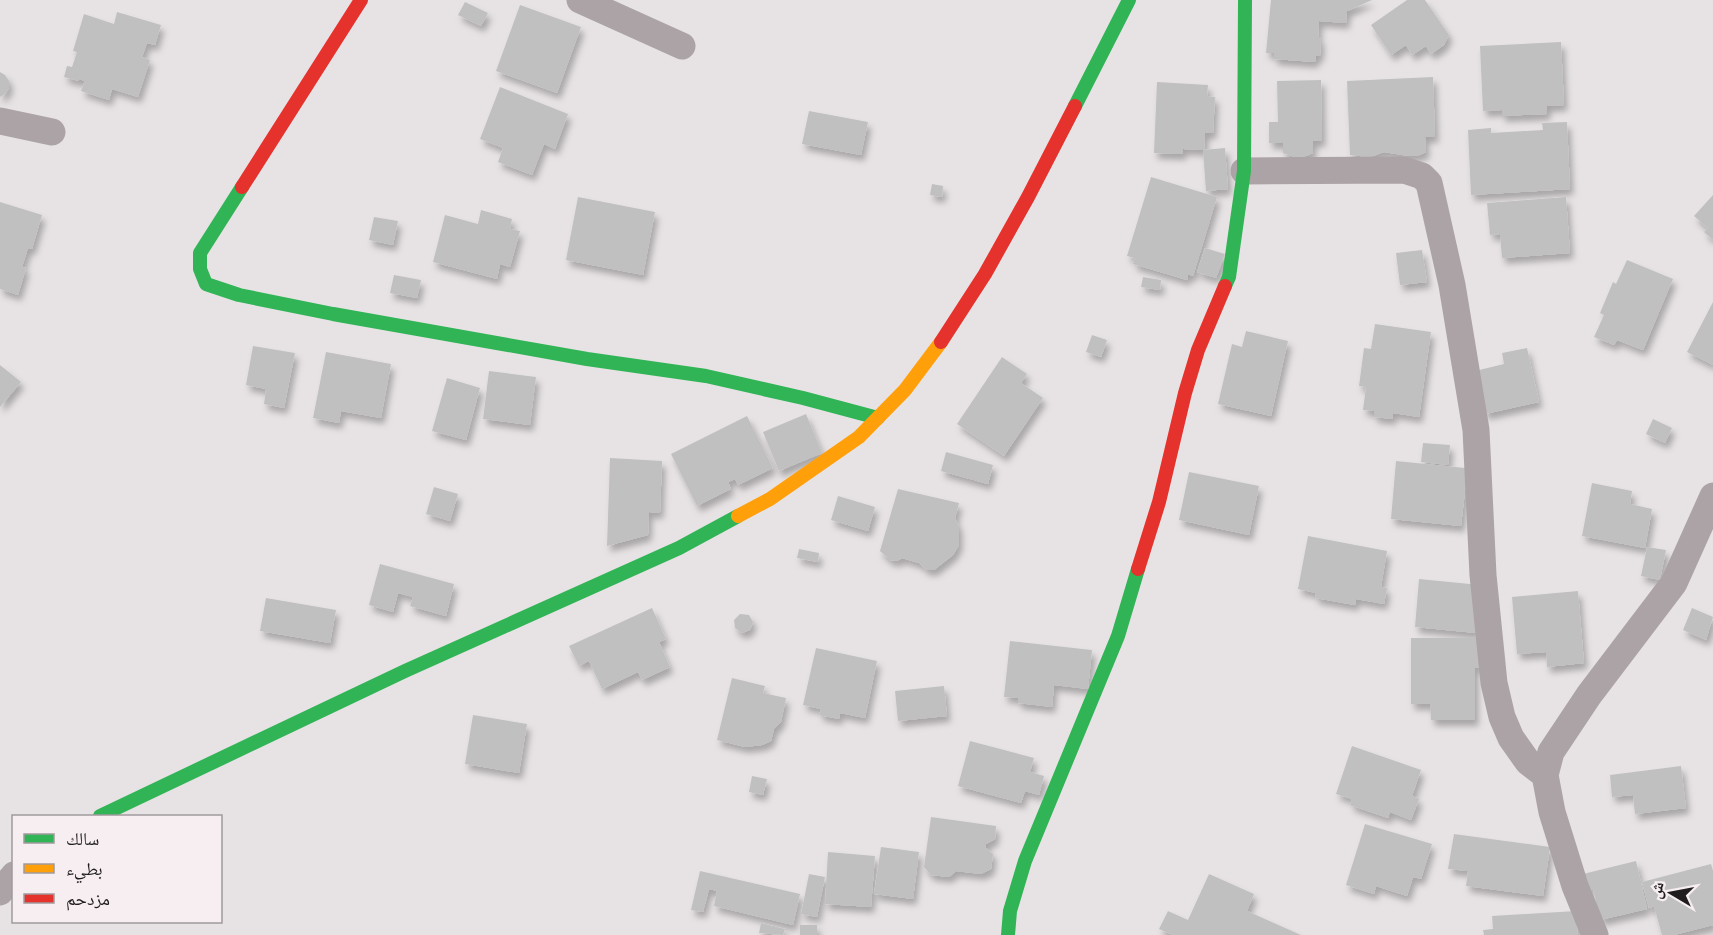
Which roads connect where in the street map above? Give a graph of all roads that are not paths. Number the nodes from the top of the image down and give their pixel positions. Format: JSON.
{"nodes":[{"id":1,"x":361,"y":0,"type":"edge"},
{"id":2,"x":580,"y":0,"type":"edge"},
{"id":3,"x":1130,"y":0,"type":"edge"},
{"id":4,"x":1245,"y":0,"type":"edge"},
{"id":5,"x":682,"y":45,"type":"dead end"},
{"id":6,"x":0,"y":121,"type":"edge"},
{"id":7,"x":52,"y":132,"type":"dead end"},
{"id":8,"x":1244,"y":171,"type":"junction"},
{"id":9,"x":878,"y":418,"type":"junction"},
{"id":10,"x":1713,"y":496,"type":"edge"},
{"id":11,"x":1545,"y":775,"type":"junction"},
{"id":12,"x":102,"y":815,"type":"edge"},
{"id":13,"x":12,"y":877,"type":"edge"},
{"id":14,"x":0,"y":892,"type":"edge"},
{"id":15,"x":1008,"y":935,"type":"edge"},
{"id":16,"x":1595,"y":935,"type":"edge"}],
"edges":[{"from":1,"to":9,"type":"street"},
{"from":2,"to":5,"type":"street"},
{"from":3,"to":9,"type":"street"},
{"from":4,"to":8,"type":"street"},
{"from":6,"to":7,"type":"street"},
{"from":8,"to":11,"type":"street"},
{"from":8,"to":15,"type":"street"},
{"from":9,"to":12,"type":"street"},
{"from":10,"to":11,"type":"street"},
{"from":11,"to":16,"type":"street"},
{"from":13,"to":14,"type":"street"}]}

-- -- --

• Work order
Write out the records in full and exactly, omitting the pictures they hold.

• Exercise result
Which roads connect where in the street map above? Give a graph of all roads that are not paths. Number the nodes from the top of the image down and give their pixel positions. Format: JSON.
{"nodes":[{"id":1,"x":361,"y":0,"type":"edge"},
{"id":2,"x":580,"y":0,"type":"edge"},
{"id":3,"x":1130,"y":0,"type":"edge"},
{"id":4,"x":1245,"y":0,"type":"edge"},
{"id":5,"x":682,"y":45,"type":"dead end"},
{"id":6,"x":0,"y":121,"type":"edge"},
{"id":7,"x":52,"y":132,"type":"dead end"},
{"id":8,"x":1244,"y":171,"type":"junction"},
{"id":9,"x":878,"y":418,"type":"junction"},
{"id":10,"x":1713,"y":496,"type":"edge"},
{"id":11,"x":1545,"y":775,"type":"junction"},
{"id":12,"x":102,"y":815,"type":"edge"},
{"id":13,"x":12,"y":877,"type":"edge"},
{"id":14,"x":0,"y":892,"type":"edge"},
{"id":15,"x":1008,"y":935,"type":"edge"},
{"id":16,"x":1595,"y":935,"type":"edge"}],
"edges":[{"from":1,"to":9,"type":"street"},
{"from":2,"to":5,"type":"street"},
{"from":3,"to":9,"type":"street"},
{"from":4,"to":8,"type":"street"},
{"from":6,"to":7,"type":"street"},
{"from":8,"to":11,"type":"street"},
{"from":8,"to":15,"type":"street"},
{"from":9,"to":12,"type":"street"},
{"from":10,"to":11,"type":"street"},
{"from":11,"to":16,"type":"street"},
{"from":13,"to":14,"type":"street"}]}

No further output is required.